- [What this task involves] Please return the data that follows precisely as written, but without the images.

- [Material shown]
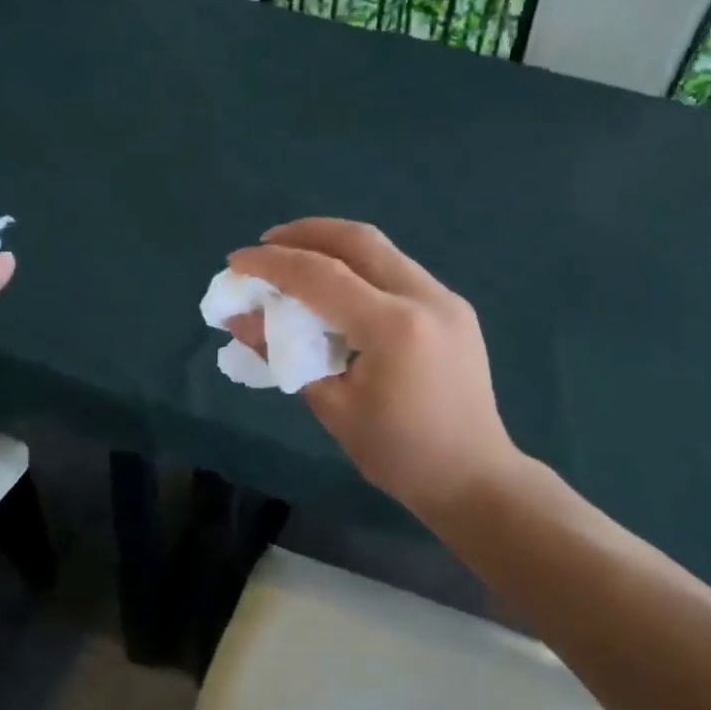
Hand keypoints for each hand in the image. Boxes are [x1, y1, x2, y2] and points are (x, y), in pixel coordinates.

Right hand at [227, 219, 518, 523]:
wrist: (474, 476)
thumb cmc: (400, 455)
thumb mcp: (333, 408)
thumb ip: (285, 355)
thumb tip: (241, 320)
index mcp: (395, 327)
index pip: (321, 276)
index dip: (272, 264)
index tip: (236, 262)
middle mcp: (426, 297)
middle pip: (359, 240)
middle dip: (306, 233)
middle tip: (267, 245)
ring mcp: (447, 299)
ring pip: (383, 251)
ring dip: (335, 247)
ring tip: (297, 262)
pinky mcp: (455, 309)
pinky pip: (399, 272)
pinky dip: (361, 269)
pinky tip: (339, 290)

- [Response to this task]
Hand keypoints for each hand in the image. Boxes are [x1, y1, x2, y2] and points are (x, y), in pixel coordinates.

Right hand at [227, 219, 518, 523]:
wrist: (474, 476)
thumb cmc: (400, 455)
thumb mcp: (333, 408)
thumb ip: (285, 355)
thumb tip: (241, 320)
index mcp: (395, 327)
index pip: (321, 276)
index dip: (272, 264)
index tip: (236, 262)
middle mcp: (426, 297)
middle pip: (359, 240)
middle dip: (306, 233)
middle tip: (267, 245)
ring mcp: (447, 299)
ring pip: (383, 251)
ring dip: (335, 247)
ring tip: (297, 262)
pinky mcp: (455, 309)
pinky pip: (399, 272)
pinky dip: (361, 269)
pinky tip: (339, 290)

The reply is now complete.